Serial Number = HU1248TF0U
Serial Number = HU1213MTPL
#
#
#

  • I do not know the answer to that - I suspect if you dug through NBDB you would perhaps find something amiss with regard to wuich machines are mapped to the drive.

    I have never seen this not work before, as I mentioned.  It's a simple concept that has been working for years, and from what I saw, it appears that the new drive may have been added before the replace_drive was run and it has got itself all upset.

    The only way to fix this, well two ways ...

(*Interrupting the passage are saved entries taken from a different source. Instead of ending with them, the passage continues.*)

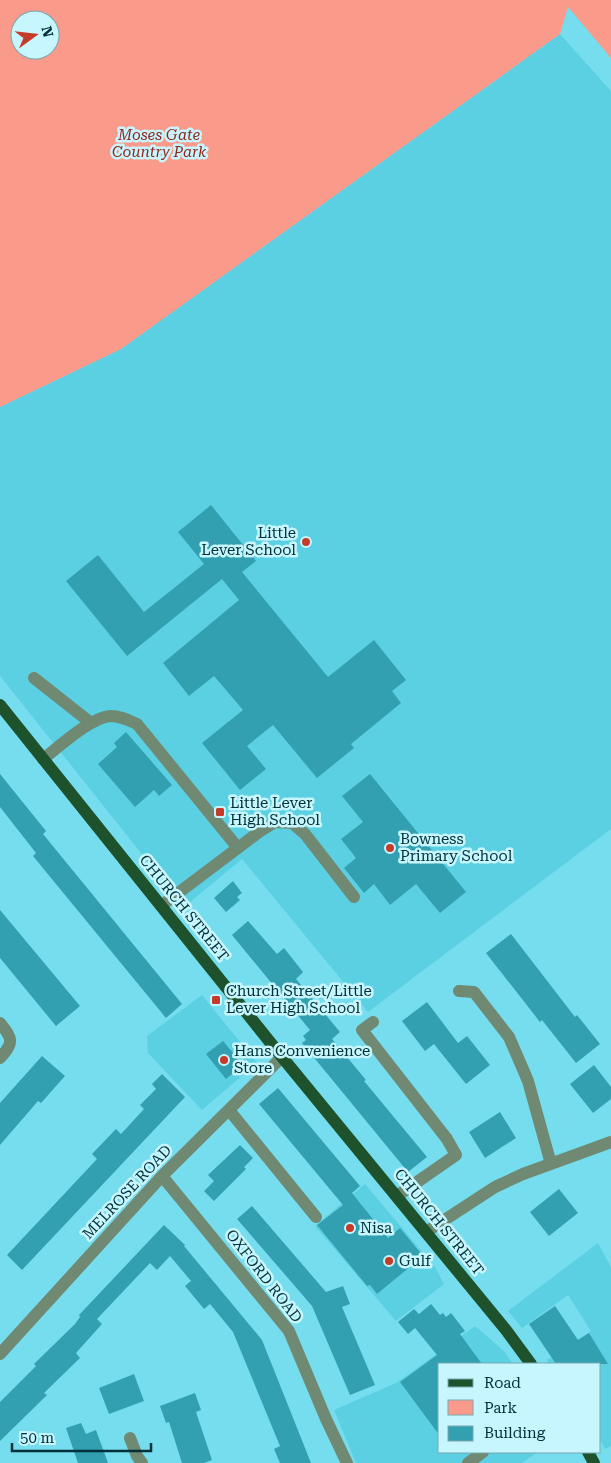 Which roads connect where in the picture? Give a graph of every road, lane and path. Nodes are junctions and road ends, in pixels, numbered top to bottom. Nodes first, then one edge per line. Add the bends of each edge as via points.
1 (34, 678) dead end
2 (0, 705) edge
3 (91, 723) junction
4 (43, 759) junction
5 (238, 848) junction
6 (354, 897) dead end
7 (161, 906) junction
8 (460, 991) dead end
9 (373, 1022) dead end
10 (0, 1023) edge
11 (282, 1056) junction
12 (0, 1058) edge
13 (228, 1110) junction
14 (611, 1142) edge
15 (551, 1164) junction
16 (162, 1176) junction
17 (397, 1196) junction
18 (316, 1218) dead end
19 (426, 1232) junction
20 (0, 1354) edge
21 (530, 1363) edge
22 (130, 1438) dead end
23 (482, 1453) edge
24 (142, 1463) edge
25 (347, 1463) edge
26 (468, 1463) edge

1 - 3 street
2 - 4 main road, CHURCH STREET
3 - 4 street
3 - 5 street via 109,716 124,717 137,724
4 - 7 main road, CHURCH STREET
5 - 6 street via 275,822 292,823 305,834
5 - 7 street
7 - 11 main road, CHURCH STREET
8 - 15 street via 474,992 509,1037 528,1081
9 - 17 street via 362,1030 448,1138 456,1155
10 - 12 street via 9,1034 11,1043
11 - 13 street, MELROSE ROAD
11 - 17 main road, CHURCH STREET
13 - 16 street, MELROSE ROAD
13 - 18 street
14 - 15 street
15 - 19 street via 495,1187
16 - 20 street, MELROSE ROAD
16 - 25 street, OXFORD ROAD via 289,1331
17 - 19 main road, CHURCH STREET
19 - 21 main road, CHURCH STREET
22 - 24 street
23 - 26 street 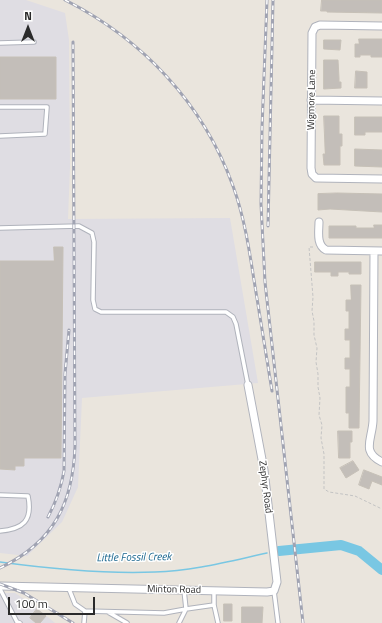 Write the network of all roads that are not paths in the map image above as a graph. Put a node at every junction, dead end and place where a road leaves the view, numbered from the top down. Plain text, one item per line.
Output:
1 (382, 26) edge
2 (34, 42) dead end
3 (0, 43) edge
4 (311, 100) junction
5 (382, 101) edge
6 (0, 107) edge
7 (0, 136) edge
8 (382, 179) edge
9 (319, 222) dead end
10 (0, 228) edge
11 (374, 251) junction
12 (382, 251) edge
13 (248, 385) joint
14 (374, 388) junction
15 (382, 389) edge
16 (382, 462) edge
17 (0, 495) edge
18 (0, 531) edge
19 (0, 588) edge
20 (69, 589) junction
21 (184, 590) junction
22 (214, 590) junction
23 (275, 590) junction
24 (214, 605) junction
25 (186, 609) junction
26 (85, 611) junction
27 (107, 612) junction
28 (20, 623) edge
29 (84, 623) edge
30 (126, 623) edge
31 (179, 623) edge
32 (218, 623) edge
33 (278, 623) edge

1 - 4 street, Wigmore Lane
2 - 3 lane
4 - 5 street
4 - 8 street, Wigmore Lane
6 - 7 lane
9 - 11 street
10 - 13 lane
11 - 12 street
11 - 14 street
13 - 23 street, Zephyr Road
14 - 15 street
14 - 16 street
17 - 18 lane
19 - 20 street, Minton Road
19 - 28 lane
20 - 21 street, Minton Road
20 - 26 lane
21 - 22 street, Minton Road
21 - 25 lane
22 - 23 street, Minton Road
22 - 24 lane
23 - 33 lane
24 - 25 lane
24 - 32 lane
25 - 27 lane
25 - 31 lane
26 - 27 lane
26 - 29 lane
27 - 30 lane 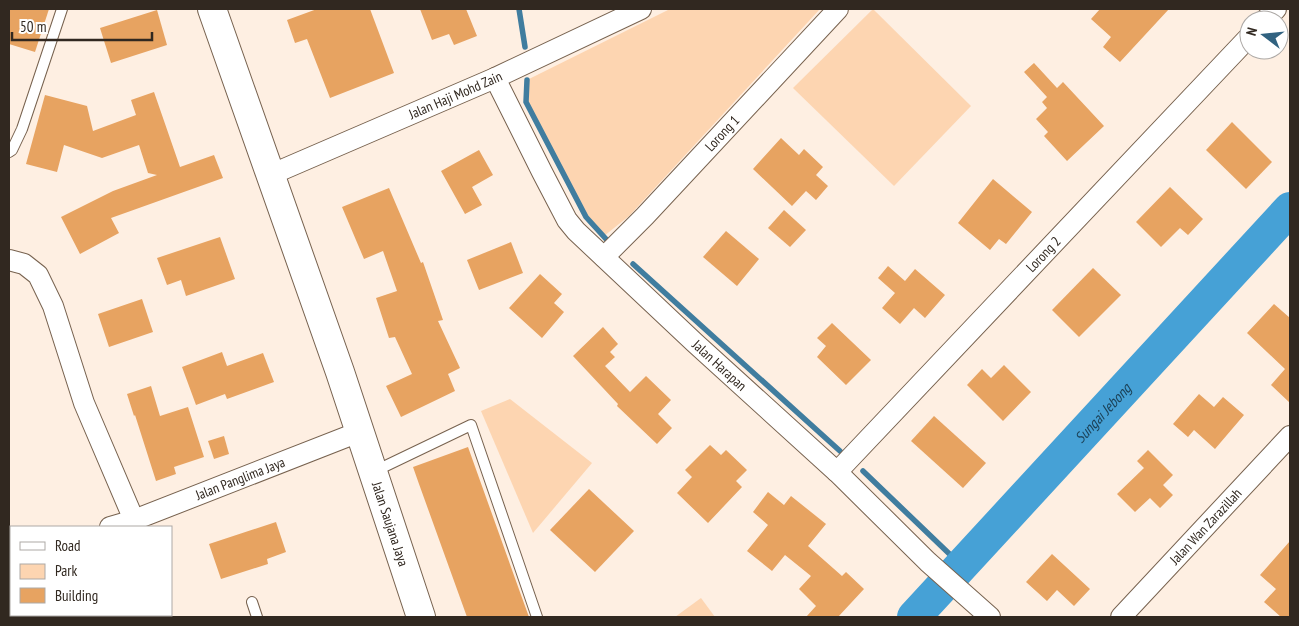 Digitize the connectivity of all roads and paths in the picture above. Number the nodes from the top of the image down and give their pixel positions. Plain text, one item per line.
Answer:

    Delete the missing drive and possibley the new drive from the config and readd - this should clear the missing device from the output.

    Manual SQL commands to remove it from NBDB - but this is very last resort and would only be used if the method above fails.

    I don't think there is much else I can add to this, because ultimately the fix will be as I mention, and I am confident that in the future if a drive is swapped - running only tpautoconf -replace_drive and not adding the drive, will be successful.

  • Have you tried restarting the ltid service or the Media server? Often times this solves the problem.

  •  

    From report_disc

    ======================= Missing Device (Drive) =======================
    Drive Name = HP.ULTRIUM5-SCSI.002
    Drive Path = /dev/rmt6.1
    Inquiry = "HP Ultrium 5-SCSI I6RZ"
    Serial Number = HU1248TF0U
    TLD(3) definition Drive = 10
    Hosts configured for this device:
    Host = JCERPDB1
    ======================= New Device (Drive) =======================
    Inquiry = "HP Ultrium 5-SCSI I5GZ"
    Serial Number = HU1213MTPL
    Drive Path = /dev/rmt6.1


    If the new drive shown is the replacement for the missing drive (I presume it is, but this may not be the case) ... then run ...

    tpautoconf -replace_drive HP.ULTRIUM5-SCSI.002 /dev/rmt6.1

    The issue happenes because NBU does not automatically detect swapped drives, it needs to be told that the <drivename> has been replaces by the drive at <new path> - in this case, the path is the same.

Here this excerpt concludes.